PROBLEM REQUIREMENTS:
Return the lines below that carry the word "other".

SOURCE DATA:
○ ○ ○ ○ ○ ○ ○
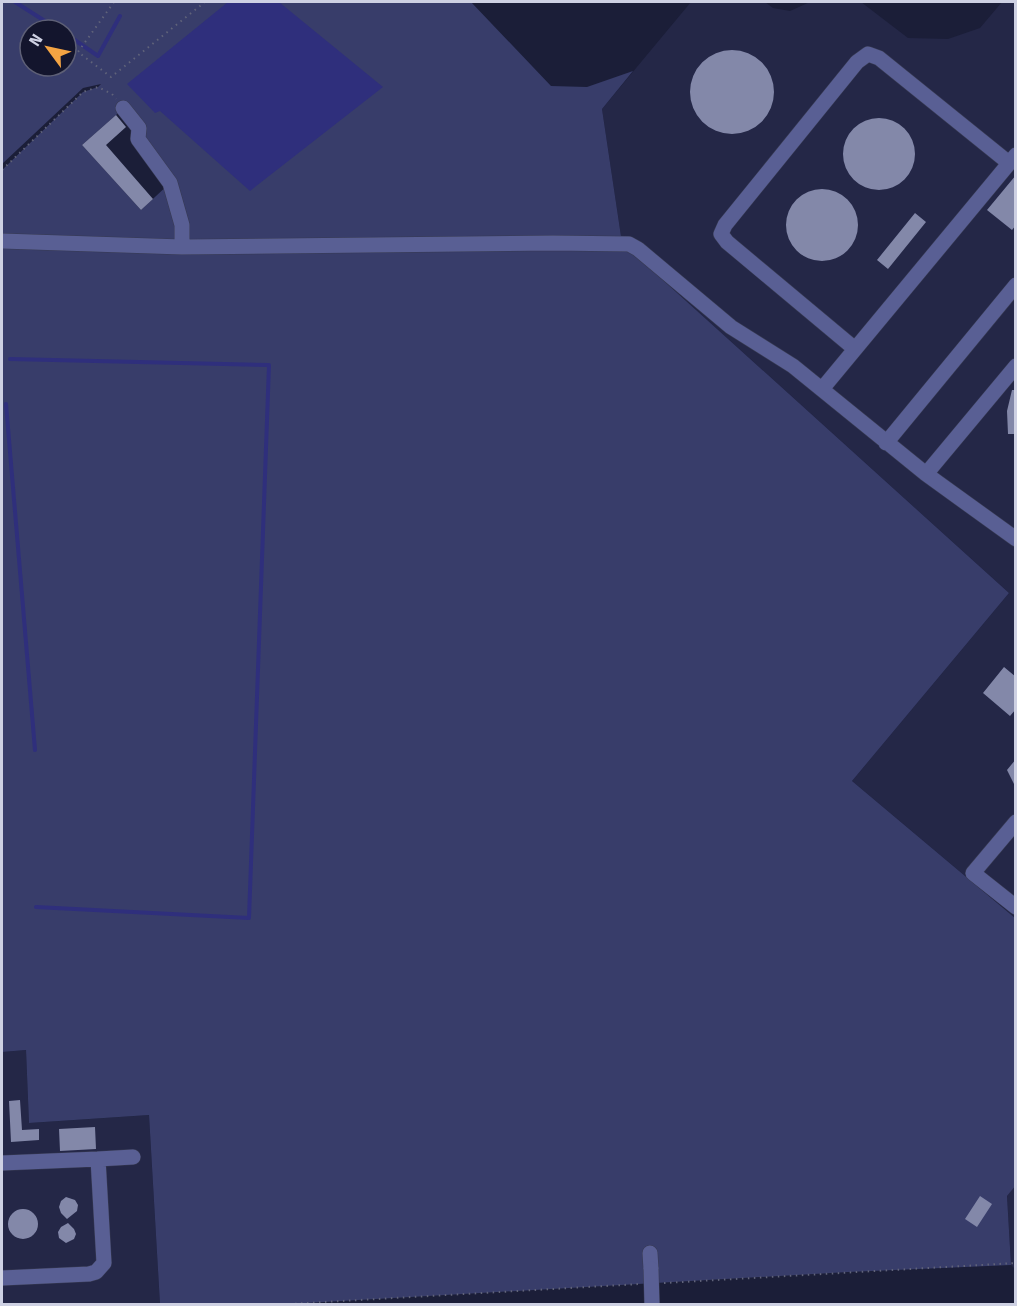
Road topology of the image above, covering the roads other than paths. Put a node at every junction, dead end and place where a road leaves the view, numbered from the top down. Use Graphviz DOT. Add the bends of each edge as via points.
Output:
○ ○ ○ ○ ○ ○ ○
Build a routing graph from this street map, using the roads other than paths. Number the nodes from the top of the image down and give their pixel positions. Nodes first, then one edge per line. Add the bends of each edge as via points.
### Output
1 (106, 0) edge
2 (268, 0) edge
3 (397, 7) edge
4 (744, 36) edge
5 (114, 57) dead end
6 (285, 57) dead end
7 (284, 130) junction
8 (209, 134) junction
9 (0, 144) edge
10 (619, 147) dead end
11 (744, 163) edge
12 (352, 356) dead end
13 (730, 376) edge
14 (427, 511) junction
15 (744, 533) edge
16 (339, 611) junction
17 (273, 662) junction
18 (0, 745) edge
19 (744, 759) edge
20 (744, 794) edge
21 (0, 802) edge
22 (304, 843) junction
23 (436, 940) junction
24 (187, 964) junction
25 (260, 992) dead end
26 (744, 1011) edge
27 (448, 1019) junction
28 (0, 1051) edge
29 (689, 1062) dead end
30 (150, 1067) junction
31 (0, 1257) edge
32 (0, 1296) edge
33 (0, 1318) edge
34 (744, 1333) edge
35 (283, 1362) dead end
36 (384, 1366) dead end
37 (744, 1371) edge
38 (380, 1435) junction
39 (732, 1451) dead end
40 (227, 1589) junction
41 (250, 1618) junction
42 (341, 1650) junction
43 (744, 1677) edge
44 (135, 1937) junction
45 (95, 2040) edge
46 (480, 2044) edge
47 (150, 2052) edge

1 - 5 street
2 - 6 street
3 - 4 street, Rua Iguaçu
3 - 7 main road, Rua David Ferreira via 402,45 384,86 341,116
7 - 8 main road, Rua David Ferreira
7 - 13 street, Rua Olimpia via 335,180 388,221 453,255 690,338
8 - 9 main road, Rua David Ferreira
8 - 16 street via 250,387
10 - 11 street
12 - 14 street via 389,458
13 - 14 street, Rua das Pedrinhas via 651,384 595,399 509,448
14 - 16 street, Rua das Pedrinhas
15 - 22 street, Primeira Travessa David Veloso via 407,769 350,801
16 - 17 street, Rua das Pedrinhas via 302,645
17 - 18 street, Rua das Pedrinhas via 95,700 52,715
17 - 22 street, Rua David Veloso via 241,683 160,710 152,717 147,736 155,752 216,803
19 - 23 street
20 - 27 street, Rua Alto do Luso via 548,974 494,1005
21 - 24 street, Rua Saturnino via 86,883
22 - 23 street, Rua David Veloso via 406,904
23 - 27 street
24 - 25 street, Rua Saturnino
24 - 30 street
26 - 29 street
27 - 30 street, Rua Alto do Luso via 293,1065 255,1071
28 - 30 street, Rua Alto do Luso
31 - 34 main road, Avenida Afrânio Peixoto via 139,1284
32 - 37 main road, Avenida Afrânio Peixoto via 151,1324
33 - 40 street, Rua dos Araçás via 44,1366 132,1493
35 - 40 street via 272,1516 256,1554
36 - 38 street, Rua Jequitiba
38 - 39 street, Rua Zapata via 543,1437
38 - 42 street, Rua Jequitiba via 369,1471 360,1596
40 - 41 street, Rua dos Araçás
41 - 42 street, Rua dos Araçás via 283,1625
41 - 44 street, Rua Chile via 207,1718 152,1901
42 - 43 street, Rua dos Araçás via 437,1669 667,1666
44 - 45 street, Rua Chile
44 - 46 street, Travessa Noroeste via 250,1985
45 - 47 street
○ ○ ○ ○ ○ ○ ○
RESPONSE AREA:
Road topology of the image above, covering the roads other than paths. Put a node at every junction, dead end and place where a road leaves the view, numbered from the top down. Use Graphviz DOT. Add the bends of each edge as via points.
Build a routing graph from this street map, using the roads other than paths. Number the nodes from the top of the image down and give their pixel positions. Nodes first, then one edge per line. Add the bends of each edge as via points.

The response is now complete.